TRY IT — Tally the lines below that contain the word "Jamal", then give the tally and nothing more.

Top of AVAILABLE DATA

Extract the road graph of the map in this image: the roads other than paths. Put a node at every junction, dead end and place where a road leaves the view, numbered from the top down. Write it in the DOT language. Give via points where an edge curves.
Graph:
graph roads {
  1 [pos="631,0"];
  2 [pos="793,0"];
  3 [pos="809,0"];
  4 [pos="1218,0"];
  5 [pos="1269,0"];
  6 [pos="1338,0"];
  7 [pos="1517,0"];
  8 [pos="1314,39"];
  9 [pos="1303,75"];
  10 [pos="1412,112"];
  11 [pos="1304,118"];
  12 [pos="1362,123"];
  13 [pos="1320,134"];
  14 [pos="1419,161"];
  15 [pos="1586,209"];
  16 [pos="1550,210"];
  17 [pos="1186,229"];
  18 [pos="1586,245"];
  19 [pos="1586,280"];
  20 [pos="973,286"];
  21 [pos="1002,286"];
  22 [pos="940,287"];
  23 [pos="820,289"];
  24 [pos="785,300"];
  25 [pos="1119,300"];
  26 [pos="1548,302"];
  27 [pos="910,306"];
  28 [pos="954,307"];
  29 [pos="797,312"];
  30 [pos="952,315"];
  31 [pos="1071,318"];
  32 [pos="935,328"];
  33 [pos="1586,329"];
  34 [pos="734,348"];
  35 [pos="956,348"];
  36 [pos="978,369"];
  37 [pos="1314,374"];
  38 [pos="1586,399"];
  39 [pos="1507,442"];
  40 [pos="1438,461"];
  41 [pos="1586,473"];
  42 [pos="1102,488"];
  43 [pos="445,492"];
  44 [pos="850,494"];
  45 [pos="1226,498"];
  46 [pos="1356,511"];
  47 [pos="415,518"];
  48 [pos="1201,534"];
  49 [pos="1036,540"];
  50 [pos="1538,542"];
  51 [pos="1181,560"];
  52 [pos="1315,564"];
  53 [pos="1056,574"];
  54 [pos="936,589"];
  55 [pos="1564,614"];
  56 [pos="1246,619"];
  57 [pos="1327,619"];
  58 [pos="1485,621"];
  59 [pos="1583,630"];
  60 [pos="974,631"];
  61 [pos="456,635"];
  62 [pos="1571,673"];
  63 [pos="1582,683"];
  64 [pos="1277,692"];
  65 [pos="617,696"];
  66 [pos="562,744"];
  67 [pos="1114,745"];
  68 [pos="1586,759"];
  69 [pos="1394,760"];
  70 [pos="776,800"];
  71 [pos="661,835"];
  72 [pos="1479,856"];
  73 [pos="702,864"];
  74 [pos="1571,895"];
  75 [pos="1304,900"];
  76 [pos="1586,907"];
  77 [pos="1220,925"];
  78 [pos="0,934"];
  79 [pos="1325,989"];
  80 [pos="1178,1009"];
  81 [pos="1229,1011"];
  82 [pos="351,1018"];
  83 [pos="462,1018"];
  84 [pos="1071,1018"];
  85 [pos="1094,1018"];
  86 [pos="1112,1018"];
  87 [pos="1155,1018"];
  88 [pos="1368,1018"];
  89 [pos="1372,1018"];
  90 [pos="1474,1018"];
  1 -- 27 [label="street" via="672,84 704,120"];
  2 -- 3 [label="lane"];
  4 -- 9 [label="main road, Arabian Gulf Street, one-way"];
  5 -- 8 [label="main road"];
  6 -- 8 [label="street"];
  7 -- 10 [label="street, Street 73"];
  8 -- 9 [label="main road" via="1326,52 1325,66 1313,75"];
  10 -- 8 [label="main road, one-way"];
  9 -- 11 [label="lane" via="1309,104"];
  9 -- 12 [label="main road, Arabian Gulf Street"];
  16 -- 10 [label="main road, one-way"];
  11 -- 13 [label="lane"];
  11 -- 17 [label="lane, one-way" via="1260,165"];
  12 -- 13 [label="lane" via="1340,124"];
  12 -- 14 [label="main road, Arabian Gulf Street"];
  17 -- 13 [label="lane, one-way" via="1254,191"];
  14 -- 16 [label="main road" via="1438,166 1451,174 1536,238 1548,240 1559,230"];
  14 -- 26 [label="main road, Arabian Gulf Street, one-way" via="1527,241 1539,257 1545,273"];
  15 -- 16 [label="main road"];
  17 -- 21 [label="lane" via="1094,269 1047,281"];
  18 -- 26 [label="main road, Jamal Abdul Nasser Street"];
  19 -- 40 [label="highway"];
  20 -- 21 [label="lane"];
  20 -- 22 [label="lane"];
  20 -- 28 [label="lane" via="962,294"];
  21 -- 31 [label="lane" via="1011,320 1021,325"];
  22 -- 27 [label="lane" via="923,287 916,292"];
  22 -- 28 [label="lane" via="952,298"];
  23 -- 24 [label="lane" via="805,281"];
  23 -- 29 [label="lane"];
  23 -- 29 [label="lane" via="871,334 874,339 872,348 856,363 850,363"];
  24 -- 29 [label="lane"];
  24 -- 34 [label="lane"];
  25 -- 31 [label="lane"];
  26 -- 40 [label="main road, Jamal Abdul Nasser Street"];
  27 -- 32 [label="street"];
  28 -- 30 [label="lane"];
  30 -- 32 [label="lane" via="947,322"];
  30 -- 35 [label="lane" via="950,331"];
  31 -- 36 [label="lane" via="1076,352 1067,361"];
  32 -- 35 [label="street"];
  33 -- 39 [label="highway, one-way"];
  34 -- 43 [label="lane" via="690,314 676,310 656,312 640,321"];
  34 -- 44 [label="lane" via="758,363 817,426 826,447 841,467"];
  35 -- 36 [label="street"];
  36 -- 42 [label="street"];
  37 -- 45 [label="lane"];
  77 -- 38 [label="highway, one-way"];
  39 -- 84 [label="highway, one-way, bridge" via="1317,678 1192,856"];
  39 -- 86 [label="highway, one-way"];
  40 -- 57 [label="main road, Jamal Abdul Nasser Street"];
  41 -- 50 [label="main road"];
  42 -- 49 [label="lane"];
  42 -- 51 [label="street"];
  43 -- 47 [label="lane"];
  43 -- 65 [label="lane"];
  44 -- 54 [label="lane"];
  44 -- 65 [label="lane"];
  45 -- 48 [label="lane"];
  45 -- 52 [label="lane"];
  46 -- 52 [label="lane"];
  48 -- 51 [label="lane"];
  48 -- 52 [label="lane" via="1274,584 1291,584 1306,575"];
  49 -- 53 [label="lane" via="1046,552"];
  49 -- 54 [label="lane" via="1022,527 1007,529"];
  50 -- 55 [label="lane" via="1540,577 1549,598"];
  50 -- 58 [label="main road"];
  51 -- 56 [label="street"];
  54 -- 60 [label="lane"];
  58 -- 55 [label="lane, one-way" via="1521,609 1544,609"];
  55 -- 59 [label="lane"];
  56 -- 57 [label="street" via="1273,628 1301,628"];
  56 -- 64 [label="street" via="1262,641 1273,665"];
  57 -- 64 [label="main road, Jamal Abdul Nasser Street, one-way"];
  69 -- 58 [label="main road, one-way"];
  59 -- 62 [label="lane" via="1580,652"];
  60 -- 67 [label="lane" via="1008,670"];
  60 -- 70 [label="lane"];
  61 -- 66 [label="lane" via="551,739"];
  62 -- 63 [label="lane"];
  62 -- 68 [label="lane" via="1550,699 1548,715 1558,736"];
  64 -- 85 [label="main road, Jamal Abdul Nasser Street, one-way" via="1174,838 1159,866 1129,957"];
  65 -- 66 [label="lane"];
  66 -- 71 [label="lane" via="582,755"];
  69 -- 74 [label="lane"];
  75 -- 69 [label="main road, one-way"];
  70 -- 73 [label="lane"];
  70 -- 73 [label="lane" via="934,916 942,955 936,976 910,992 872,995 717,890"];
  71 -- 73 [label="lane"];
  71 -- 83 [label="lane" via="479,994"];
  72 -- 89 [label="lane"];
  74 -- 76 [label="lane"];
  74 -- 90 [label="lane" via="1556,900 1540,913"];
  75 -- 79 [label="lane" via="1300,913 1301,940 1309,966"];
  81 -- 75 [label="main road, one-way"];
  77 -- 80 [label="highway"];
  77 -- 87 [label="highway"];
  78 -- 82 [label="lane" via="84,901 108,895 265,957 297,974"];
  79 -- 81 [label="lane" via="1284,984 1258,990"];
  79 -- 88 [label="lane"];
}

Bottom of AVAILABLE DATA

ANSWER AREA — 5